____ Working data

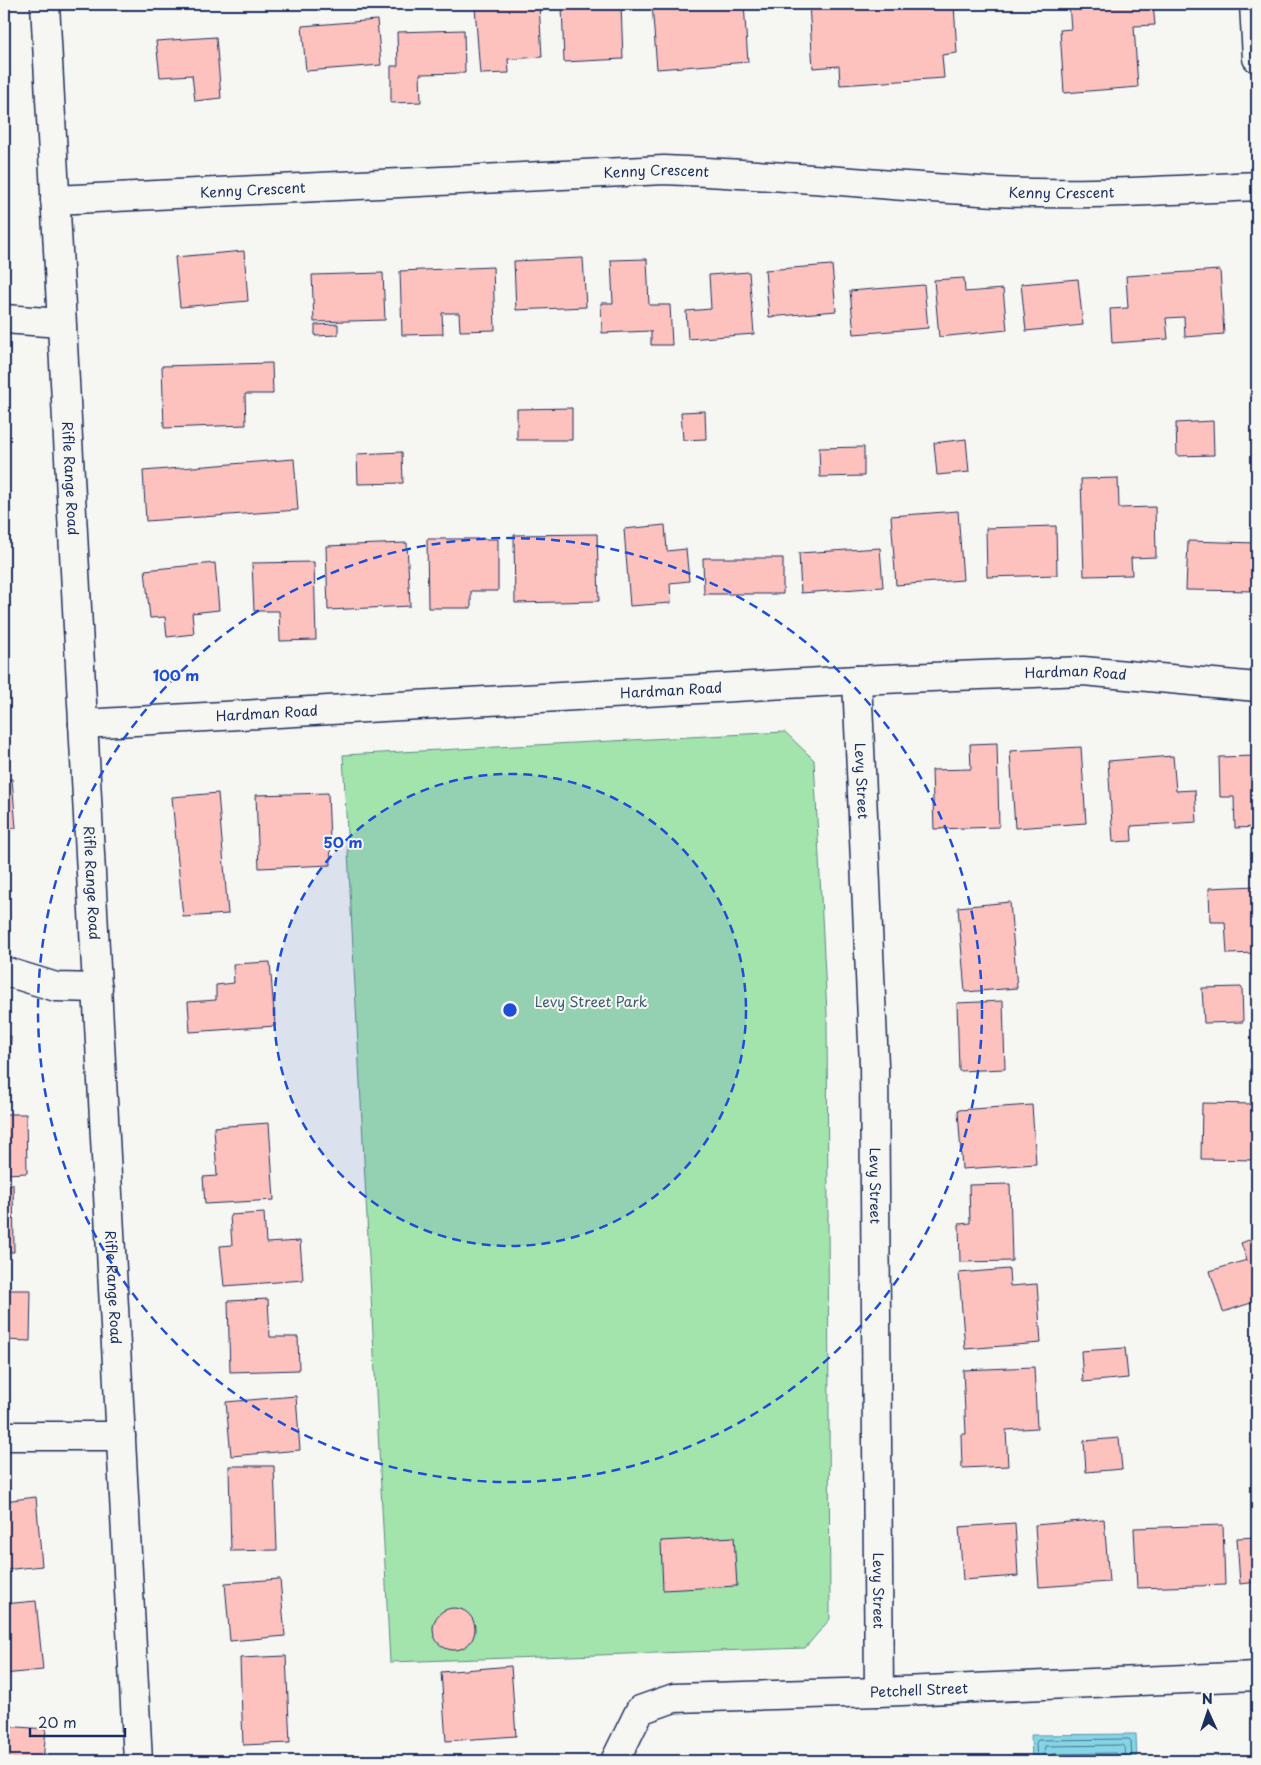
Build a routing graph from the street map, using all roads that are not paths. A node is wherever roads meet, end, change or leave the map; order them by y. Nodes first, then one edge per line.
1 (45, 4) edge
2 (1254, 4) edge
3 (1257, 58) edge
4 (1257, 186) edge
5 (55, 200) junction
6 (4, 319) edge
7 (61, 323) junction
8 (857, 680) junction
9 (1257, 687) edge
10 (83, 724) junction
11 (4, 972) edge
12 (98, 988) junction
13 (4, 1436) edge
14 (121, 1436) junction
15 (1257, 1676) edge
16 (879, 1692) junction
17 (138, 1761) edge
18 (616, 1761) edge

1 - 5 street, Rifle Range Road
2 - 3 street
4 - 5 street, Kenny Crescent
5 - 7 street, Rifle Range Road
6 - 7 street
7 - 10 street, Rifle Range Road
8 - 9 street, Hardman Road
8 - 10 street, Hardman Road
8 - 16 street, Levy Street
10 - 12 street, Rifle Range Road
11 - 12 street
12 - 14 street, Rifle Range Road
13 - 14 street
14 - 17 street, Rifle Range Road
15 - 16 street, Petchell Street
16 - 18 street, Petchell Street

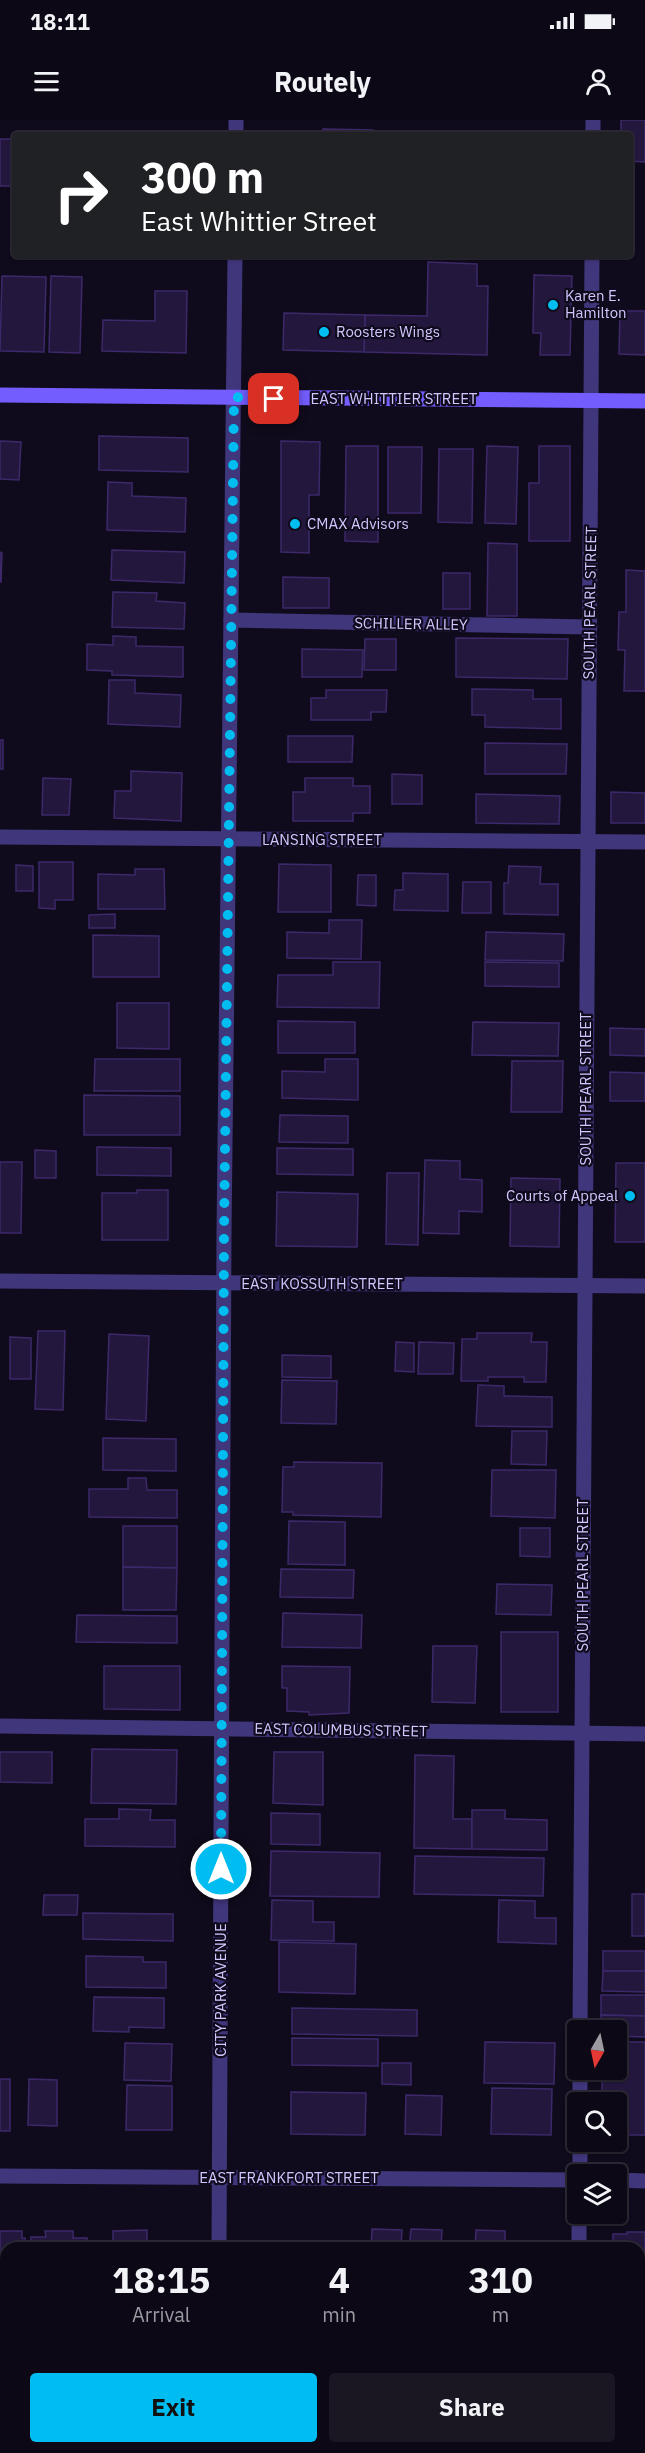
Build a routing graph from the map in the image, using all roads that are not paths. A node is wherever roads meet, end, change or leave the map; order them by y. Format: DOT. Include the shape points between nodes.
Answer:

________

=== Task statement ===
Exclude the pictures and print the rest of the data exactly.

=== Response area ===
Build a routing graph from the street map, using all roads that are not paths. A node is wherever roads meet, end, change or leave the map; order them by y. Nodes first, then one edge per line.
1 (45, 4) edge
2 (1254, 4) edge
3 (1257, 58) edge
4 (1257, 186) edge
5 (55, 200) junction
6 (4, 319) edge
7 (61, 323) junction
8 (857, 680) junction
9 (1257, 687) edge
10 (83, 724) junction
11 (4, 972) edge
12 (98, 988) junction
13 (4, 1436) edge
14 (121, 1436) junction
15 (1257, 1676) edge
16 (879, 1692) junction
17 (138, 1761) edge
18 (616, 1761) edge

1 - 5 street, Rifle Range Road
2 - 3 street
4 - 5 street, Kenny Crescent
5 - 7 street, Rifle Range Road
6 - 7 street
7 - 10 street, Rifle Range Road
8 - 9 street, Hardman Road
8 - 10 street, Hardman Road
8 - 16 street, Levy Street
10 - 12 street, Rifle Range Road
11 - 12 street
12 - 14 street, Rifle Range Road
13 - 14 street
14 - 17 street, Rifle Range Road
15 - 16 street, Petchell Street
16 - 18 street, Petchell Street

Build a routing graph from the map in the image, using all roads that are not paths. A node is wherever roads meet, end, change or leave the map; order them by y. Format: DOT. Include the shape points between nodes.
Answer:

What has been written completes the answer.